Les corrompus de naissance
Il y a aussi dans ce pays, depuis qu’une fracture sociale (peut-être fort malheureusement irréductible) s’est opérée (peu à peu, au fil des années Compaoré qui ont affecté une génération entière), des enfants qui sont nés et continuent de naître dans un environnement familial définitivement corrompu, moralement délétère bien que réfugié derrière le masque d’une morale de bienséance, bien souvent religieuse, celle des bien assis qu’ils sont devenus. Ces enfants sont venus et viennent au monde, deviennent adultes sans avoir une seule fois dans leur vie l’occasion de prendre conscience que la pauvreté et la misère intellectuelle existe autour d’eux, non seulement parce qu’on les en a tenus éloignés, mais parce que leur esprit, gâté par une aisance matérielle (je pense à des familles d’enseignants du secondaire, où on roule en Mercédès, ou chaque enfant à une moto et, à peine obtenu le BEPC déjà un premier ordinateur personnel), y est définitivement fermé.

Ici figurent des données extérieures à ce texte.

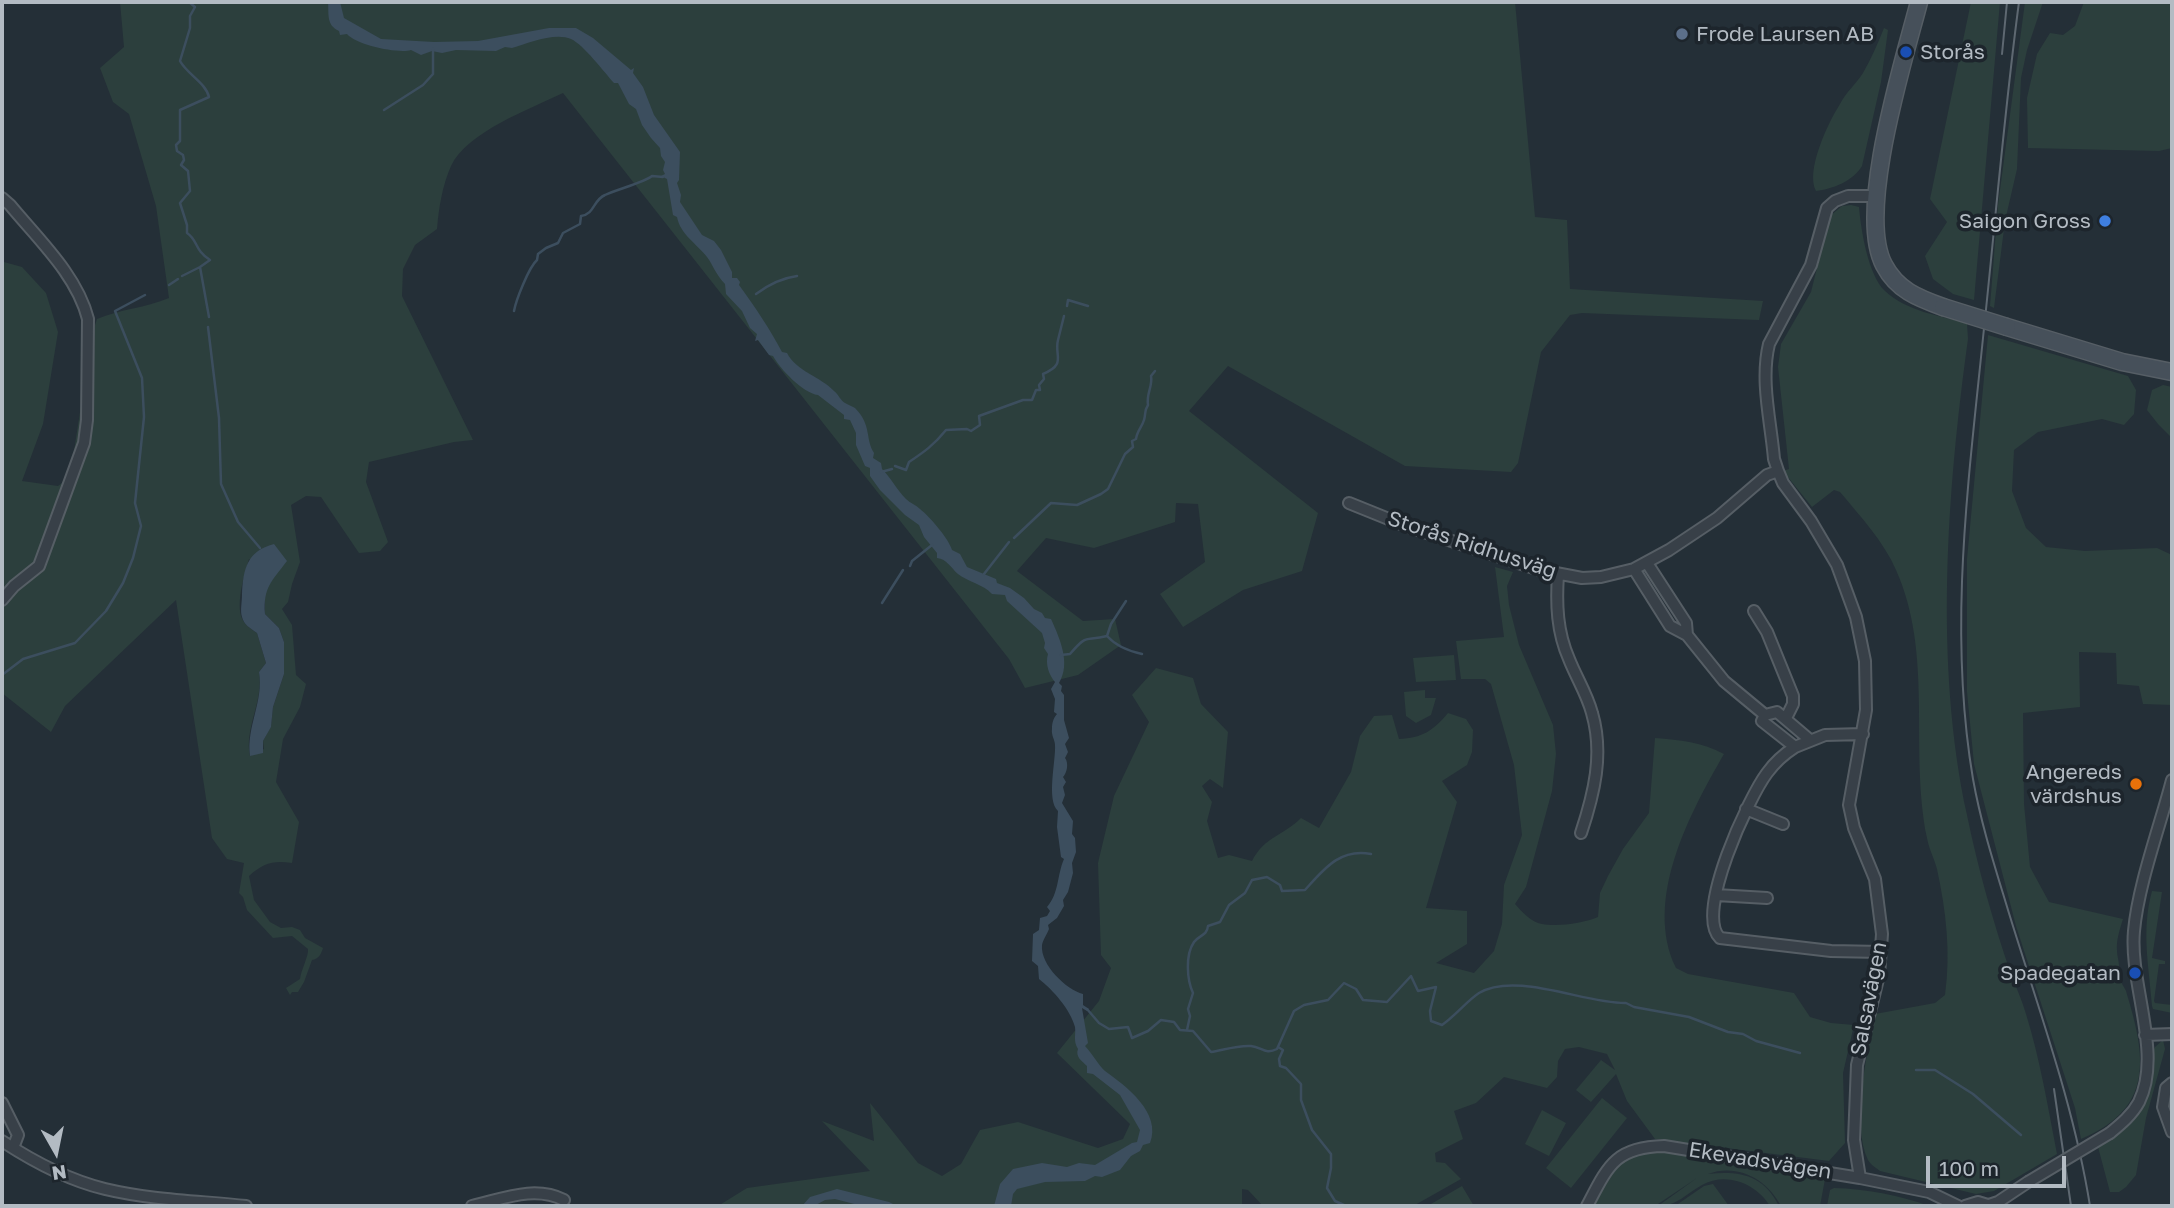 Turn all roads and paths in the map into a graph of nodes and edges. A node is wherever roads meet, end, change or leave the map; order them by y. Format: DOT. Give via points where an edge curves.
graph roads {
  1 [pos="1919,2"];
  2 [pos="1878,196"];
  3 [pos="2,198"];
  4 [pos="2122,362"];
  5 [pos="2172,372"];
  6 [pos="2172,382"];
  7 [pos="1778,471"];
  8 [pos="1349,503"];
  9 [pos="1647,563"];
  10 [pos="1634,569"];
  11 [pos="1558,575"];
  12 [pos="2,600"];
  13 [pos="1754,611"];
  14 [pos="1686,635"];
  15 [pos="1765,715"];
  16 [pos="1786,718"];
  17 [pos="1863,734"];
  18 [pos="1810,740"];
  19 [pos="1795,747"];
  20 [pos="2172,780"];
  21 [pos="1746,809"];
  22 [pos="1783,824"];
  23 [pos="1581,834"];
  24 [pos="1716,895"];
  25 [pos="1767,898"];
  26 [pos="1881,952"];
  27 [pos="2172,1034"];
  28 [pos="2145,1035"];
  29 [pos="2172,1083"];
  30 [pos="2,1103"];
  31 [pos="2172,1132"];
  32 [pos="2,1141"];
  33 [pos="13,1148"];
  34 [pos="1860,1178"];
  35 [pos="564,1200"];
  36 [pos="246,1206"];
  37 [pos="472,1206"];
  38 [pos="1587,1206"];
  39 [pos="1958,1206"];
  40 [pos="1965,1206"];
  41 [pos="1990,1206"];
  1 -- 2 [label="street" via="1886,130"];
  2 -- 4 [label="street, bridge" via="1877,233 1883,262 1914,296"];
  2 -- 7 [label="street" via="1848,196 1827,208 1811,265 1769,344 1766,378"];
  3 -- 12 [label="street" via="59,264 88,319 84,443 39,566"];
  4 -- 5 [label="street"];
  4 -- 6 [label="street"];
  7 -- 9 [label="street, Storås Ridhusväg" via="1767,475 1701,530"];
  7 -- 17 [label="street, Salsavägen" via="1830,552 1849,595 1865,661"];
  8 -- 11 [label="street, Storås Ridhusväg"];
  9 -- 10 [label="street, Storås Ridhusväg"];
  9 -- 14 [label="street" via="1686,623"];
  10 -- 11 [label="street, Storås Ridhusväg" via="1601,578"];
  10 -- 14 [label="street" via="1670,626"];
  11 -- 23 [label="street" via="1560,633 1593,714 1598,754 1594,794"];
  13 -- 16 [label="street" via="1793,696"];
  14 -- 15 [label="street" via="1724,681"];
  15 -- 16 [label="street" via="1777,712"];
  15 -- 19 [label="street" via="1762,721"];
  16 -- 18 [label="street"];
  17 -- 18 [label="street"];
  17 -- 26 [label="street, Salsavägen" via="1849,805 1875,880"];
  18 -- 19 [label="street"];
  19 -- 21 [label="street" via="1767,773"];
  20 -- 28 [label="street" via="2134,929 2134,965"];
  21 -- 22 [label="street"];
  21 -- 24 [label="street"];
  24 -- 25 [label="street"];
  24 -- 26 [label="street" via="1714,929 1720,938"];
  26 -- 34 [label="street, Salsavägen" via="1857,1065 1854,1140"];
  27 -- 28 [label="street"];
  28 -- 41 [label="street, bridge" via="2147,1069 2140,1100 2130,1115 2110,1133"];
  29 -- 31 [label="street" via="2166,1088 2163,1107"];
  30 -- 33 [label="street" via="18,1135"];
  32 -- 33 [label="street"];
  33 -- 36 [label="street" via="56,1172 102,1189"];
  34 -- 38 [label="street, Ekevadsvägen" via="1649,1146 1615,1159"];
  34 -- 39 [label="street, Ekevadsvägen" via="1928,1192"];
  35 -- 37 [label="street" via="535,1193"];
  40 -- 41 [label="street" via="1978,1202"];
}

Ces enfants-là sont pourris, corrompus par une culture de classe moyenne et petite bourgeoise qui n’enfantera jamais aucune révolution, ni personnelle, ni collective, et avant cela prédispose à un incivisme congénital qui avance masqué.
Qui veut la révolution ?
« Le bas peuple, lui, ne veut que la révolution, c’est-à-dire un changement radical des conditions et des pratiques », dit Christophe Dabiré dans le quatrième zoom de sa Chronique des insurgés.
Le « bas peuple », autrement dit la base de la pyramide dans un système de pensée vertical, pyramidal, un système de pensée qui ne peut jamais « déboucher » sur une révolution, car ce n’est jamais le sommet de la pyramide (le pouvoir actuel) qui déclenchera une révolution.
Une révolution remet tout à plat, elle détruit les pyramides et les divinités (l’argent, le pouvoir) qu’elles abritent, pour accoucher d’un système autant que possible égalitaire !
La solution préconisée par notre philosophe est de « tirer matériellement et intellectuellement le peuple d’en bas vers le haut et le mieux ». Et nous disons Oui ! Oui ! Et oui ! Mais non… car pour cela il faudrait une très ferme (et simple) volonté politique, mais aussi supposer que l’édifice en place n’est pas une pyramide (or il l’est !), car si cette volonté politique venait d’en haut, il est « physiquement » impossible de « réduire » une pyramide en la compressant, d’en tirer la base vers le sommet, alors cette volonté politique ne peut venir que de la base de la pyramide qui la secoue, l’ébranle, la met à terre et reconstruit, non pas une pyramide sinon tout redevient comme avant, mais des plateaux superposés qui deviennent, au fur et à mesure de l’élaboration de chaque nouveau plateau, le lieu d’existence de tous, sans laisser qui que ce soit sur les plateaux ou étages « inférieurs ».